_AIM OF THE EXERCISE_:
Below are records; the lines starting at the one with "Extract the road" and ending at the one with "Turn all roads" must be reproduced exactly, both included. Pictures must not appear.

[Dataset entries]

++++++++++

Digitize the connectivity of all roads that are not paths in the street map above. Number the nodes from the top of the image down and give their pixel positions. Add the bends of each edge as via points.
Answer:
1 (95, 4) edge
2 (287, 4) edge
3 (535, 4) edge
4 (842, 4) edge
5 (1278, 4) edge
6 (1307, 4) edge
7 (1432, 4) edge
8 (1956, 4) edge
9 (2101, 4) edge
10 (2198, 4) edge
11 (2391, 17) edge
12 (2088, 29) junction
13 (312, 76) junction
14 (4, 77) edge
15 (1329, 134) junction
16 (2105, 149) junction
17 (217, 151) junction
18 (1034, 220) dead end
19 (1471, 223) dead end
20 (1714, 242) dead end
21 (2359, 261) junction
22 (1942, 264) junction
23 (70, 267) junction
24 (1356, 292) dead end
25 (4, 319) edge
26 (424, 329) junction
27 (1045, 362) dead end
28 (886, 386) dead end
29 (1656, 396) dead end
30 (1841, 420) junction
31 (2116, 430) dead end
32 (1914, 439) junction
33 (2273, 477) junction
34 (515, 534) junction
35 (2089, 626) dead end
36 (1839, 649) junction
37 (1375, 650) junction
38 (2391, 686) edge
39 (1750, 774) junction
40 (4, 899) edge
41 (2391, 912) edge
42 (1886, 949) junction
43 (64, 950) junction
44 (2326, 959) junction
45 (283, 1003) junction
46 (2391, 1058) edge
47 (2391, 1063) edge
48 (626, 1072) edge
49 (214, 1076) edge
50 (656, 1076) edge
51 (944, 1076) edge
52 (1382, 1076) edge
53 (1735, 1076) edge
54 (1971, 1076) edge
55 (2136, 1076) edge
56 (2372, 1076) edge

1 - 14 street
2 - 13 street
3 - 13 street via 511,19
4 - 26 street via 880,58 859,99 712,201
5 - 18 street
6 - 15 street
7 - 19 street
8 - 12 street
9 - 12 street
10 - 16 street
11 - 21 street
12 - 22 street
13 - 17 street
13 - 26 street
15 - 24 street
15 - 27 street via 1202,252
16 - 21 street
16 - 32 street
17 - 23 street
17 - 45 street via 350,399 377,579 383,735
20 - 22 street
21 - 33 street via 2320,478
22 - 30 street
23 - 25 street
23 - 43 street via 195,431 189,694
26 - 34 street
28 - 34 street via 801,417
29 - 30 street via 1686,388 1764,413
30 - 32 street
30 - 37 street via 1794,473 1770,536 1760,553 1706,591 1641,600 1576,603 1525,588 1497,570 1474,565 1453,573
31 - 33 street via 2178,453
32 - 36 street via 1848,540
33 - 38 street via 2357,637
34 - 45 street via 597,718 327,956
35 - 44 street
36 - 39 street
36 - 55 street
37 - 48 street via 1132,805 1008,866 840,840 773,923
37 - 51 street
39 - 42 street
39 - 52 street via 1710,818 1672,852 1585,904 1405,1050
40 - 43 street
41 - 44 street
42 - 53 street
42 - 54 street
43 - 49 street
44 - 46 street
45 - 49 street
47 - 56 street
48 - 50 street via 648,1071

++++++++++

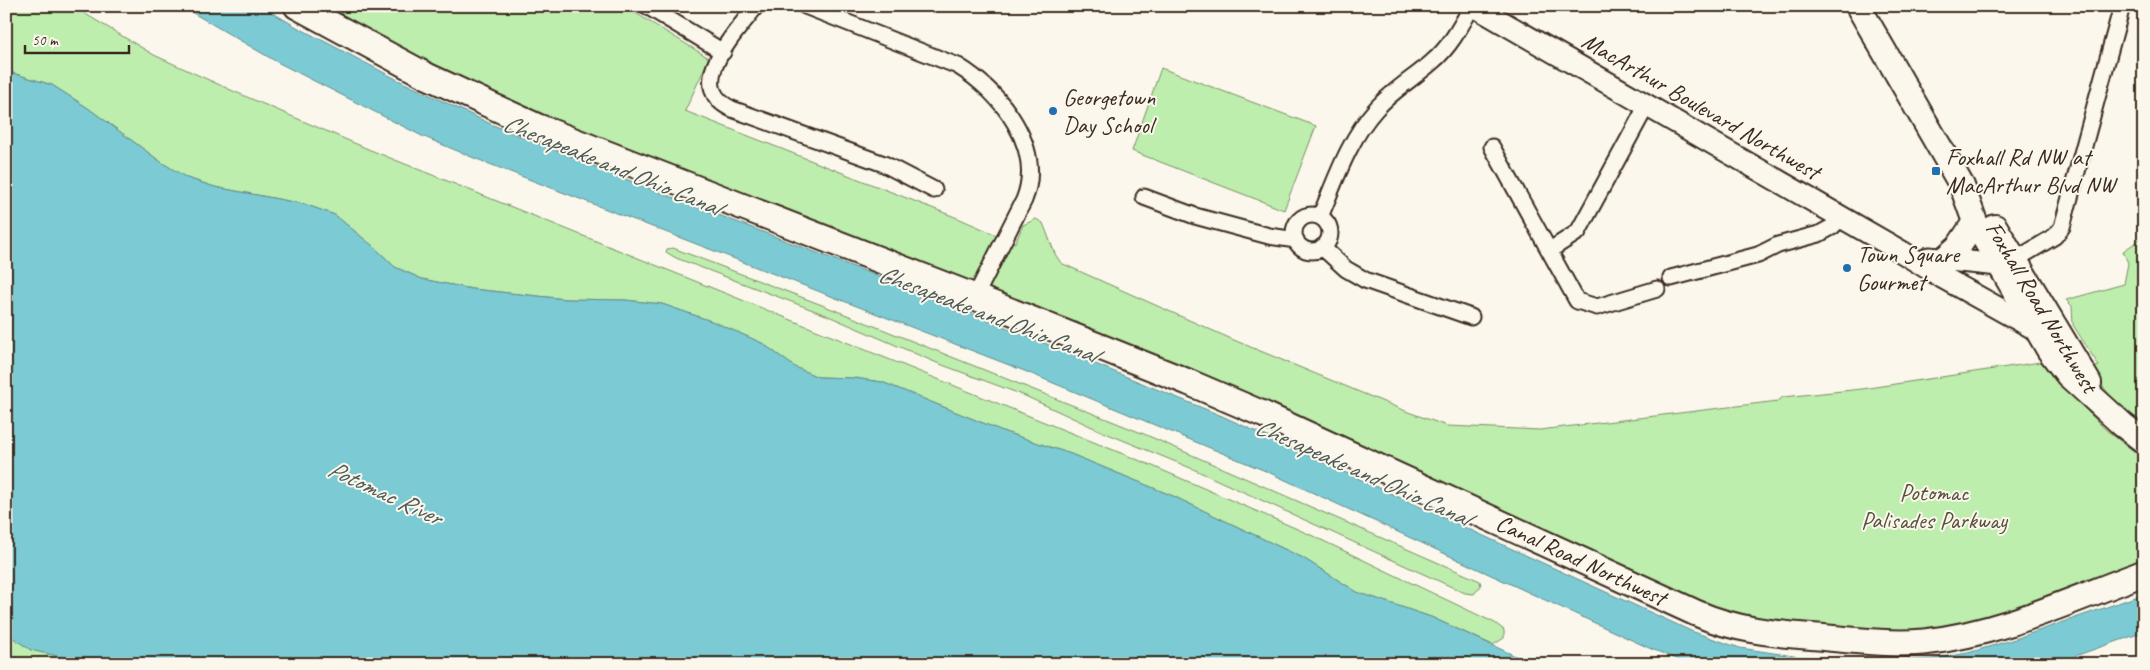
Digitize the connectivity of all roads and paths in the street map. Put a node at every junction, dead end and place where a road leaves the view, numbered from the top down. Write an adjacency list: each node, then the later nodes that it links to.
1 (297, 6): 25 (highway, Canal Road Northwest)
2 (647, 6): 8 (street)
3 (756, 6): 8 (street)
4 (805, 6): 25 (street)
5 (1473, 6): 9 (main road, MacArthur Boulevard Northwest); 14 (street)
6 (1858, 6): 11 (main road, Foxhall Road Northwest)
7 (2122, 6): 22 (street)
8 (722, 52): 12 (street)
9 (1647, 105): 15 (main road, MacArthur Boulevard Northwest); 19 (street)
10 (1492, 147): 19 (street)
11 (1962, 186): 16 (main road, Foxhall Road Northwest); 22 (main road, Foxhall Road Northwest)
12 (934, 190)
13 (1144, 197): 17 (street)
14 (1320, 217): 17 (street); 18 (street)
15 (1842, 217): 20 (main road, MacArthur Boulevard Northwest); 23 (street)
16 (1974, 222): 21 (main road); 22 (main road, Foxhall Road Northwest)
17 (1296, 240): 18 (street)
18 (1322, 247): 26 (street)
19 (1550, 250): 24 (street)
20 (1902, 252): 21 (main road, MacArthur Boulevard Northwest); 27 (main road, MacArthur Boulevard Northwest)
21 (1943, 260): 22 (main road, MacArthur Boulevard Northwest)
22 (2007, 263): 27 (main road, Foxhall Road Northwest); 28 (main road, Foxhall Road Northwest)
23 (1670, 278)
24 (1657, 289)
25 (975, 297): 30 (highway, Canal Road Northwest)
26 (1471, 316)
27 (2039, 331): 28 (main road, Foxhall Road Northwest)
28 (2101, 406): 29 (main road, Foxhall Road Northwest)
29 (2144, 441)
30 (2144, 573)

++++++++++

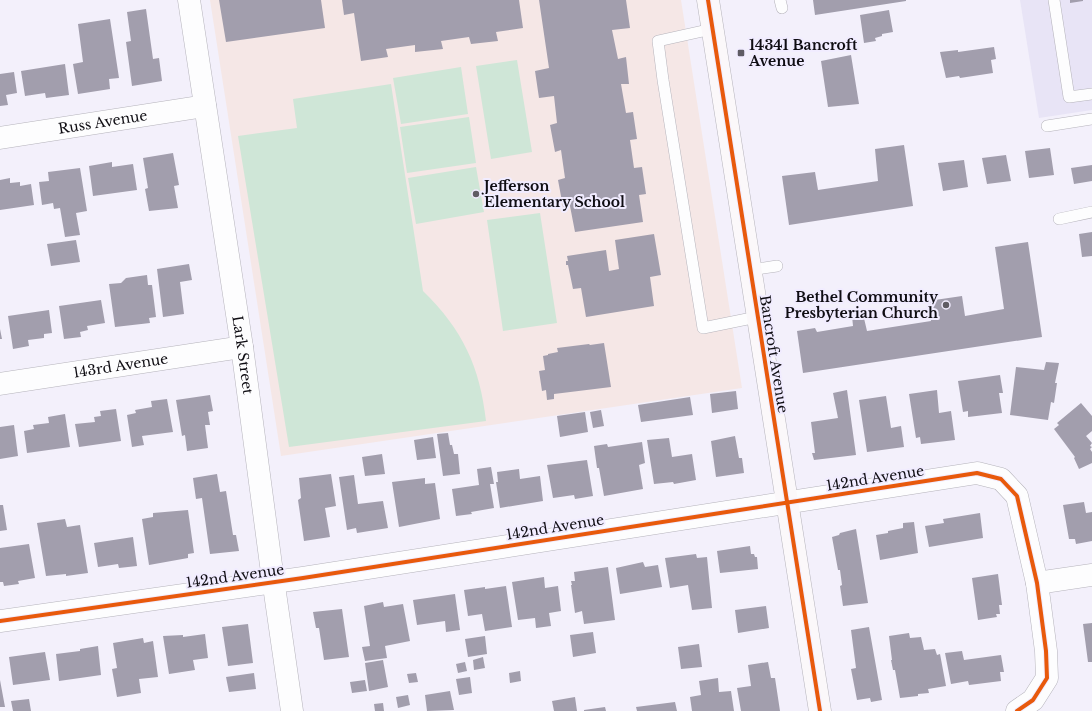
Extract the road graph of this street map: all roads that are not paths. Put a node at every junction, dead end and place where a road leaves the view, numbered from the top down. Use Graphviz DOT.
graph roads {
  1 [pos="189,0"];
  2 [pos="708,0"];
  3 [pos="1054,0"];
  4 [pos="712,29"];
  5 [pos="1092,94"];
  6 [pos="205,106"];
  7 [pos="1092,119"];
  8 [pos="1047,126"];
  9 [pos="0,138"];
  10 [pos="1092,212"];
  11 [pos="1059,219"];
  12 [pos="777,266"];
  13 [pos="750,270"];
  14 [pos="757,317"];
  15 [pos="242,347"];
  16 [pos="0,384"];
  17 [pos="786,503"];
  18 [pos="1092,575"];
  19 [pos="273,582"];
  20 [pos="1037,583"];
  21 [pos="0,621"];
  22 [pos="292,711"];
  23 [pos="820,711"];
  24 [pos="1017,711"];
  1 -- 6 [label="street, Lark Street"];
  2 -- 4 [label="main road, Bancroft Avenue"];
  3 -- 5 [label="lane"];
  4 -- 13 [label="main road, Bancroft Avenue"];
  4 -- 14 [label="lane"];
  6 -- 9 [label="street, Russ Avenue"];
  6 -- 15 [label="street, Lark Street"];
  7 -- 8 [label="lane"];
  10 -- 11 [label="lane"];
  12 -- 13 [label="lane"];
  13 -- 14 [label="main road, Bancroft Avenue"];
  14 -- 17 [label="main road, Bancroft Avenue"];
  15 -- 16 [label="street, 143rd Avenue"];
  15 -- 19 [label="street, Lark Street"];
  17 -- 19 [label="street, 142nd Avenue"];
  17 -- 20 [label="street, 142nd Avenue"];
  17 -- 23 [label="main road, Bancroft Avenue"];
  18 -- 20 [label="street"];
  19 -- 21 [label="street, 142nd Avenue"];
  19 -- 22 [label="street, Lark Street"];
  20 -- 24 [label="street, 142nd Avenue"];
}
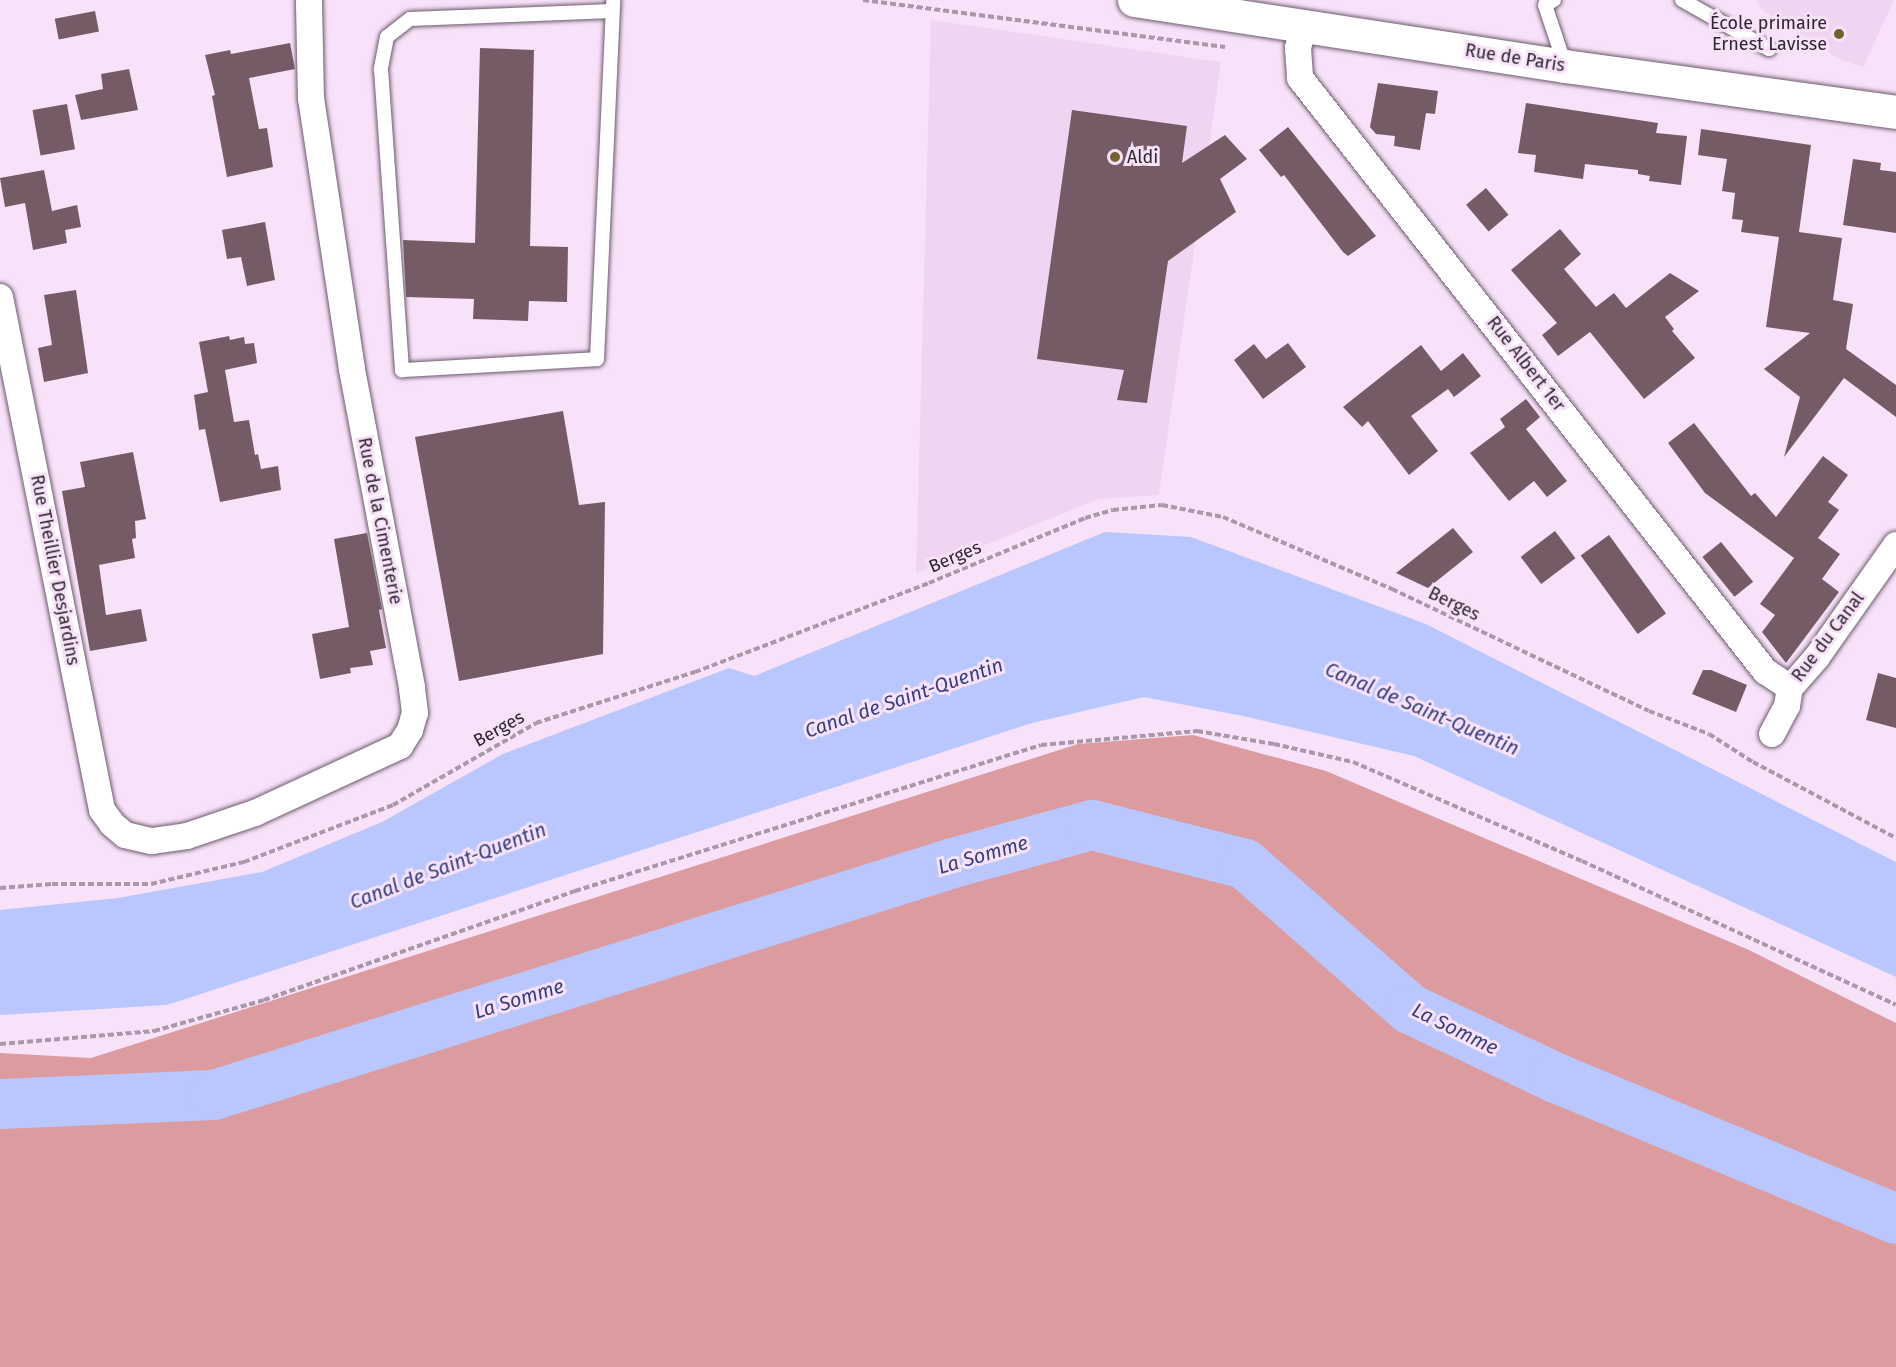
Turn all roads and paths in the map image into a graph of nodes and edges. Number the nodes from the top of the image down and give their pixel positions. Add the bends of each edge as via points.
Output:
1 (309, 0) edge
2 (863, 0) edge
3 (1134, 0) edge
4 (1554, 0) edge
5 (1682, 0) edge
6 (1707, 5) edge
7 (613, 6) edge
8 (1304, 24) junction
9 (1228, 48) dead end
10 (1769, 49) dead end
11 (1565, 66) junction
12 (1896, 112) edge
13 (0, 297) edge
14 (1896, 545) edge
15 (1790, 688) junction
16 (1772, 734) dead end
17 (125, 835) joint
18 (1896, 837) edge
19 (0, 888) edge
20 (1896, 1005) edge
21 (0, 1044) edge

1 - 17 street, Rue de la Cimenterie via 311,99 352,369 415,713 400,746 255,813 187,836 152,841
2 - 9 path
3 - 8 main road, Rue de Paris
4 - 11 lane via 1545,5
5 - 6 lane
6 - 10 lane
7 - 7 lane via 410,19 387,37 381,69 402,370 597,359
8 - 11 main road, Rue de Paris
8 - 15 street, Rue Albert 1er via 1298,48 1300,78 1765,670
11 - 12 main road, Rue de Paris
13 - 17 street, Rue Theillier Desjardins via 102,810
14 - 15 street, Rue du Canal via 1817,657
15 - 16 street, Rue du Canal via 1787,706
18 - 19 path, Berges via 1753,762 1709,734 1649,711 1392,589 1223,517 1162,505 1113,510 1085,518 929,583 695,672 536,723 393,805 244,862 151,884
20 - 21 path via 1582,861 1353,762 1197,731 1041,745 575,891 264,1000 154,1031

++++++++++

_FINISHED EXERCISE_:
Extract the road graph of this street map: all roads that are not paths. Put a node at every junction, dead end and place where a road leaves the view, numbered from the top down. Use Graphviz DOT.
graph roads {
  1 [pos="189,0"];
  2 [pos="708,0"];
  3 [pos="1054,0"];
  4 [pos="712,29"];
  5 [pos="1092,94"];
  6 [pos="205,106"];
  7 [pos="1092,119"];
  8 [pos="1047,126"];
  9 [pos="0,138"];
  10 [pos="1092,212"];
  11 [pos="1059,219"];
  12 [pos="777,266"];
  13 [pos="750,270"];
  14 [pos="757,317"];
  15 [pos="242,347"];
  16 [pos="0,384"];
  17 [pos="786,503"];
  18 [pos="1092,575"];
  19 [pos="273,582"];
  20 [pos="1037,583"];
  21 [pos="0,621"];
  22 [pos="292,711"];
  23 [pos="820,711"];
  24 [pos="1017,711"];
  1 -- 6 [label="street, Lark Street"];
  2 -- 4 [label="main road, Bancroft Avenue"];
  3 -- 5 [label="lane"];
  4 -- 13 [label="main road, Bancroft Avenue"];
  4 -- 14 [label="lane"];
  6 -- 9 [label="street, Russ Avenue"];
  6 -- 15 [label="street, Lark Street"];
  7 -- 8 [label="lane"];
  10 -- 11 [label="lane"];
  12 -- 13 [label="lane"];
  13 -- 14 [label="main road, Bancroft Avenue"];
  14 -- 17 [label="main road, Bancroft Avenue"];
  15 -- 16 [label="street, 143rd Avenue"];
  15 -- 19 [label="street, Lark Street"];
  17 -- 19 [label="street, 142nd Avenue"];
  17 -- 20 [label="street, 142nd Avenue"];
  17 -- 23 [label="main road, Bancroft Avenue"];
  18 -- 20 [label="street"];
  19 -- 21 [label="street, 142nd Avenue"];
  19 -- 22 [label="street, Lark Street"];
  20 -- 24 [label="street, 142nd Avenue"];
}
Turn all roads and paths in the map image into a graph of nodes and edges. Number the nodes from the top of the image down and give their pixel positions. Add the bends of each edge as via points.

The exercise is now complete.